Activity:
Output all entries exactly as they appear and skip the pictures.
----------------
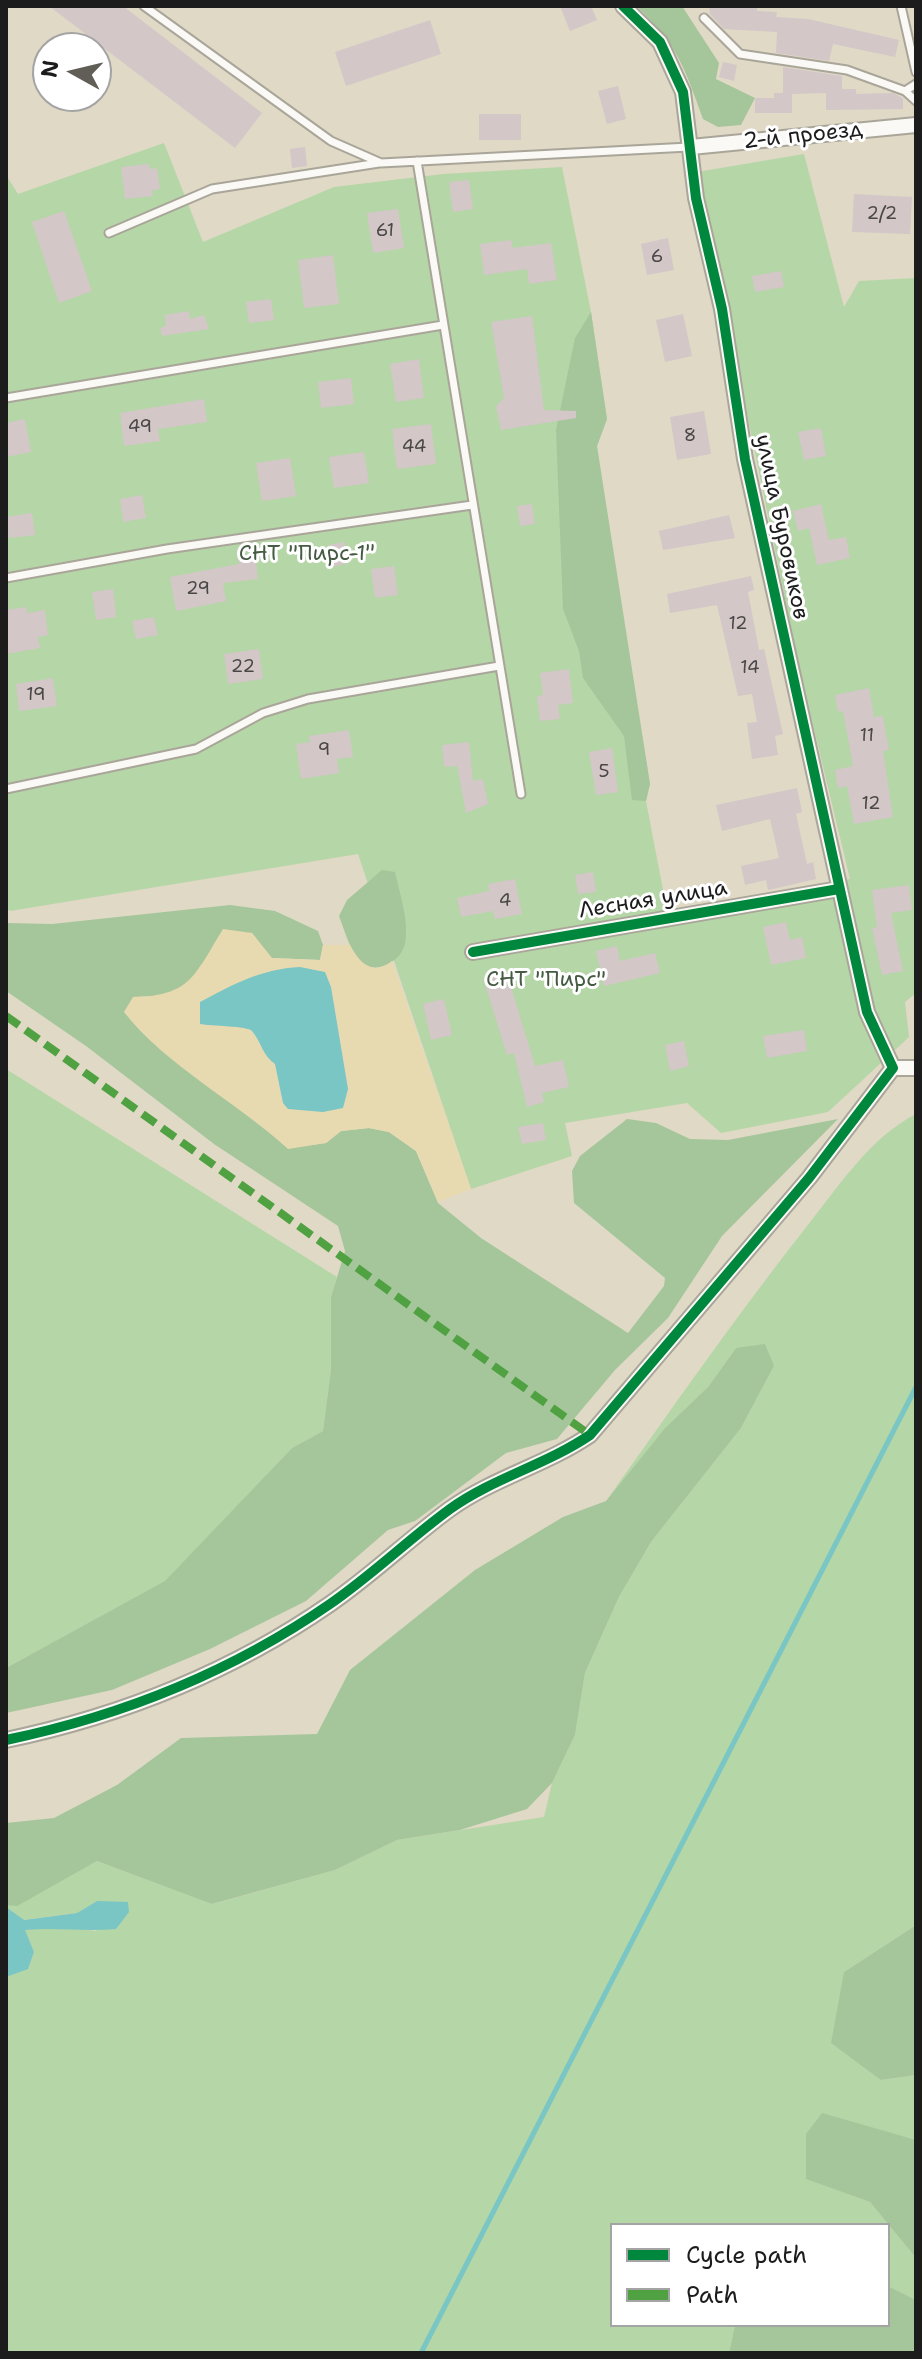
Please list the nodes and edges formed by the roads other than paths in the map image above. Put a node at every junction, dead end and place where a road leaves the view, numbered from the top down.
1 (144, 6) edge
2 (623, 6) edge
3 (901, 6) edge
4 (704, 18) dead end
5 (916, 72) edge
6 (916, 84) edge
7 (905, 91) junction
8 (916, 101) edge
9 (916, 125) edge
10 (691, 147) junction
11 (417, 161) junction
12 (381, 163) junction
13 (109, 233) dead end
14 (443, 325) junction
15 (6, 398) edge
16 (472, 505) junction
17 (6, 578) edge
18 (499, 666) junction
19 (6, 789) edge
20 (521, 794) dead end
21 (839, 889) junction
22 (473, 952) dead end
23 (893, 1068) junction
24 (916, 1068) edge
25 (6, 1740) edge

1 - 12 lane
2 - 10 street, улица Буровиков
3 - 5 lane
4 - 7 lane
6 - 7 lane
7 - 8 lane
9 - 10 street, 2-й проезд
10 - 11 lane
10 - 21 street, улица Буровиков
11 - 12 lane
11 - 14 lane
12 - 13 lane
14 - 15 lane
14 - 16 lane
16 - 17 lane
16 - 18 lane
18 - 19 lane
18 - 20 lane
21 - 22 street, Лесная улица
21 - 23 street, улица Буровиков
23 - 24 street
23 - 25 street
----------------
Your response:
Please list the nodes and edges formed by the roads other than paths in the map image above. Put a node at every junction, dead end and place where a road leaves the view, numbered from the top down.
1 (144, 6) edge
2 (623, 6) edge
3 (901, 6) edge
4 (704, 18) dead end
5 (916, 72) edge
6 (916, 84) edge
7 (905, 91) junction
8 (916, 101) edge
9 (916, 125) edge
10 (691, 147) junction
11 (417, 161) junction
12 (381, 163) junction
13 (109, 233) dead end
14 (443, 325) junction
15 (6, 398) edge
16 (472, 505) junction
17 (6, 578) edge
18 (499, 666) junction
19 (6, 789) edge
20 (521, 794) dead end
21 (839, 889) junction
22 (473, 952) dead end
23 (893, 1068) junction
24 (916, 1068) edge
25 (6, 1740) edge

1 - 12 lane
2 - 10 street, улица Буровиков
3 - 5 lane
4 - 7 lane
6 - 7 lane
7 - 8 lane
9 - 10 street, 2-й проезд
10 - 11 lane
10 - 21 street, улица Буровиков
11 - 12 lane
11 - 14 lane
12 - 13 lane
14 - 15 lane
14 - 16 lane
16 - 17 lane
16 - 18 lane
18 - 19 lane
18 - 20 lane
21 - 22 street, Лесная улица
21 - 23 street, улица Буровиков
23 - 24 street
23 - 25 street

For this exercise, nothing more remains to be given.